▶ [WHAT THIS TASK INVOLVES]:
Using the records below, filter for lines that contain the string "Ablen" and copy them out.

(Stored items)
★ ★ ★ ★ ★

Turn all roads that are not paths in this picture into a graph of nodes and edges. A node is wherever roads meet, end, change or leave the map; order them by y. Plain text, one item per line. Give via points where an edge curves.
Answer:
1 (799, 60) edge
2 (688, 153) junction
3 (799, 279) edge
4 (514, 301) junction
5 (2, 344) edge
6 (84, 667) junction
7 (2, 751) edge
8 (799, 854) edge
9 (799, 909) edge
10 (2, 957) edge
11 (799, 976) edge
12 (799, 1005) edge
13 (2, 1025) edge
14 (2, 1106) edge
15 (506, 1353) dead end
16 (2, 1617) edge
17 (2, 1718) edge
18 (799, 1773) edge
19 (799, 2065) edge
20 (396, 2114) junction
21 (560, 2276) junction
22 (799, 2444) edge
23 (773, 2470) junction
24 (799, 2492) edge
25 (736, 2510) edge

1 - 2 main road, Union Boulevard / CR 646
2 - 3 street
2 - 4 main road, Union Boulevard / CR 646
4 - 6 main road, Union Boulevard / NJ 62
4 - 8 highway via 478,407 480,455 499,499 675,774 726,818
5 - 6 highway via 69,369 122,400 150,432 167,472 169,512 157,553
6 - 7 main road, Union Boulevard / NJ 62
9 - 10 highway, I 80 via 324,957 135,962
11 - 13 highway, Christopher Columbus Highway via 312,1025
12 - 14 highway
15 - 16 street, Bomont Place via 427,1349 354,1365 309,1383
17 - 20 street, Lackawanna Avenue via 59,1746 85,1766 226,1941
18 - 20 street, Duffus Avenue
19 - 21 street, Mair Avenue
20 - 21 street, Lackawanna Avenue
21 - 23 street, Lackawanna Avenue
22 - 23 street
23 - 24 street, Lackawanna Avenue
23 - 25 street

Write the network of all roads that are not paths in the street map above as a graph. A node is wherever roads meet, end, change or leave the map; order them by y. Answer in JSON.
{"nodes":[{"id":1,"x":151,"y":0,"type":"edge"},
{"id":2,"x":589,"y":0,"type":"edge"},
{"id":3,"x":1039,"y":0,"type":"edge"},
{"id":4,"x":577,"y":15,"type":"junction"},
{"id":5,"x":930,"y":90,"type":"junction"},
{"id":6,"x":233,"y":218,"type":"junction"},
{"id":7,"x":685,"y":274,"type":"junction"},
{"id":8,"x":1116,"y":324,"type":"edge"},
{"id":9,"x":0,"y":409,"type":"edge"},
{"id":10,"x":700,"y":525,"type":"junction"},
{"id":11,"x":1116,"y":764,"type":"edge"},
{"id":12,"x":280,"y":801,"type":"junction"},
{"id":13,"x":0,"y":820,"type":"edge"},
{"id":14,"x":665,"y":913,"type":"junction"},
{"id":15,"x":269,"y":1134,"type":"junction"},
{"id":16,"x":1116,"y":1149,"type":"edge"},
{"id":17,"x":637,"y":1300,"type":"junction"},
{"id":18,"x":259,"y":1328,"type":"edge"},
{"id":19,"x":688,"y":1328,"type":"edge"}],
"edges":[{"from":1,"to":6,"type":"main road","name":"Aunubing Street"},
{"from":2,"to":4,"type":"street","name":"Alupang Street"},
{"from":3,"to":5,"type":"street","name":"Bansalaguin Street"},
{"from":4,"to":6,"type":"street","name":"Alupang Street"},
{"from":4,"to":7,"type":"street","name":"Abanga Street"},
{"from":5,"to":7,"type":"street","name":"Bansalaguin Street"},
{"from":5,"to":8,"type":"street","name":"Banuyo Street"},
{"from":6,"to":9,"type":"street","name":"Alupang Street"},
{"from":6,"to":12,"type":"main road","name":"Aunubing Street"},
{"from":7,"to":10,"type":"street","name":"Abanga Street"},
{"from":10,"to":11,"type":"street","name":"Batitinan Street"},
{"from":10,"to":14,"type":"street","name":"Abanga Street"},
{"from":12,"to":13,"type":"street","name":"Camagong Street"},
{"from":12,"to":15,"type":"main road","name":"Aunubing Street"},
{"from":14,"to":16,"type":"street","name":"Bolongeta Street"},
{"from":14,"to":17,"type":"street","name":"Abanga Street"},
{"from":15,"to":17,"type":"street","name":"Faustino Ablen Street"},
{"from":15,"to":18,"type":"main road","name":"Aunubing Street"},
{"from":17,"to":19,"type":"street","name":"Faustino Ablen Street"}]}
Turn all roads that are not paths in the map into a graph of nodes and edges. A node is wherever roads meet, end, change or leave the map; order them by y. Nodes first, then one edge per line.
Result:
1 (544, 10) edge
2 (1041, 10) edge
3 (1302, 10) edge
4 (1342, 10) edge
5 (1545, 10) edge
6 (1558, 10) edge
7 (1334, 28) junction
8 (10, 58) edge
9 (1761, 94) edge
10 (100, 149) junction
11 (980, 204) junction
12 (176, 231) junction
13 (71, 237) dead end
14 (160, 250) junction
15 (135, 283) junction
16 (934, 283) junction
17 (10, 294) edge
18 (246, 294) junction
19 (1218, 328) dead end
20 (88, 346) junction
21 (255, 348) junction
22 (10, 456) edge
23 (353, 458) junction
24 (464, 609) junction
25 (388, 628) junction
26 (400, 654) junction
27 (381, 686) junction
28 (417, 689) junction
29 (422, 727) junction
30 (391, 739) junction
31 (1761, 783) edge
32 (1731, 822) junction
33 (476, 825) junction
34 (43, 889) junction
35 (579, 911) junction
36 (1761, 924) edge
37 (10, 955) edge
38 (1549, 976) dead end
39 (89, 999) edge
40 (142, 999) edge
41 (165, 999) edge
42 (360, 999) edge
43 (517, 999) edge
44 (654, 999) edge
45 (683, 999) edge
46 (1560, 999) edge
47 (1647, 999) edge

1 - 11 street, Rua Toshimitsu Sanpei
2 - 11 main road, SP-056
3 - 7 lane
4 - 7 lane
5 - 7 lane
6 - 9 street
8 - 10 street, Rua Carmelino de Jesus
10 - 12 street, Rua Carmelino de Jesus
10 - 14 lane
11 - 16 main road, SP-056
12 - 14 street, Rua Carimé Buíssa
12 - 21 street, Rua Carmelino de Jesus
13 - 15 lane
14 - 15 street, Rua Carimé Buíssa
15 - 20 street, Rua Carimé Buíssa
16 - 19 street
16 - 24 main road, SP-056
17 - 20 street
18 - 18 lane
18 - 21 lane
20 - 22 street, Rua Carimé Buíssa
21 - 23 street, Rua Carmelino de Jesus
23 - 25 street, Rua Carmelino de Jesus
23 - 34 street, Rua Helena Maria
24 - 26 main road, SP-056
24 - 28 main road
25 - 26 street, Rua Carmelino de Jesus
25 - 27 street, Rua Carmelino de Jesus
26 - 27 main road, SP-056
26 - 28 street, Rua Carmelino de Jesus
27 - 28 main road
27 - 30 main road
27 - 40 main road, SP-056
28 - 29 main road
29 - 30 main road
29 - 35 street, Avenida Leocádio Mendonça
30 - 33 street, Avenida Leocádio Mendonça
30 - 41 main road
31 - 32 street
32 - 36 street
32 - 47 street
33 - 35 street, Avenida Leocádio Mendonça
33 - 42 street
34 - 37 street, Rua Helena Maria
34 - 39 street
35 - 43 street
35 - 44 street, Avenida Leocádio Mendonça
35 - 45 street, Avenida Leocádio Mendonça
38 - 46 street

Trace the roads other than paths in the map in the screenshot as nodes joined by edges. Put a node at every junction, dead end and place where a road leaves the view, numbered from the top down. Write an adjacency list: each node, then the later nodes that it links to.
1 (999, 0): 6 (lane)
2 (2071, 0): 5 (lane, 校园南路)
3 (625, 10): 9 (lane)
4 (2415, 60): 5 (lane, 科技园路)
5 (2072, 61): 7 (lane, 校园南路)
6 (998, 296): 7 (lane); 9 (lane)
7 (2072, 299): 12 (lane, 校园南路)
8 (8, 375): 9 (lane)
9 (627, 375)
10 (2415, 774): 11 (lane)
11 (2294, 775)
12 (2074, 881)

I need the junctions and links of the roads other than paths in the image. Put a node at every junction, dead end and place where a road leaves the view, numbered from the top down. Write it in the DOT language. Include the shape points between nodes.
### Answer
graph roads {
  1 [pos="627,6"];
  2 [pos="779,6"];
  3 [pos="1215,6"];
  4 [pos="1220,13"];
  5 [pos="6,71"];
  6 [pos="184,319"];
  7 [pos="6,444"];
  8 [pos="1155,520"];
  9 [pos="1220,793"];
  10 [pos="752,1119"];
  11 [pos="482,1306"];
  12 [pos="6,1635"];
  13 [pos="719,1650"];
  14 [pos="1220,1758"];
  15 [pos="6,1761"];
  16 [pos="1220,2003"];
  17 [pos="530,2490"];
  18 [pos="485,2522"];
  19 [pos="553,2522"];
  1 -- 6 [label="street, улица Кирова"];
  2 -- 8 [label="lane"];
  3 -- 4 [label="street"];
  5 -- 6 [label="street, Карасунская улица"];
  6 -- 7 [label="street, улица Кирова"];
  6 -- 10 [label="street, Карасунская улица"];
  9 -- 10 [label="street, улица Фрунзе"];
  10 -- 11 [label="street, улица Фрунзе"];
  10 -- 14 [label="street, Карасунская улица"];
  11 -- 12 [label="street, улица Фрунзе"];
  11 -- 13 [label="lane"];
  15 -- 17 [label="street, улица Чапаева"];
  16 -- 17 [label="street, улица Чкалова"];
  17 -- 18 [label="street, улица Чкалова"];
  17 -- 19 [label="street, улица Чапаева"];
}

★ ★ ★ ★ ★

▶ [ANSWER SPACE]:
{"from":15,"to":17,"type":"street","name":"Faustino Ablen Street"},
{"from":17,"to":19,"type":"street","name":"Faustino Ablen Street"}]}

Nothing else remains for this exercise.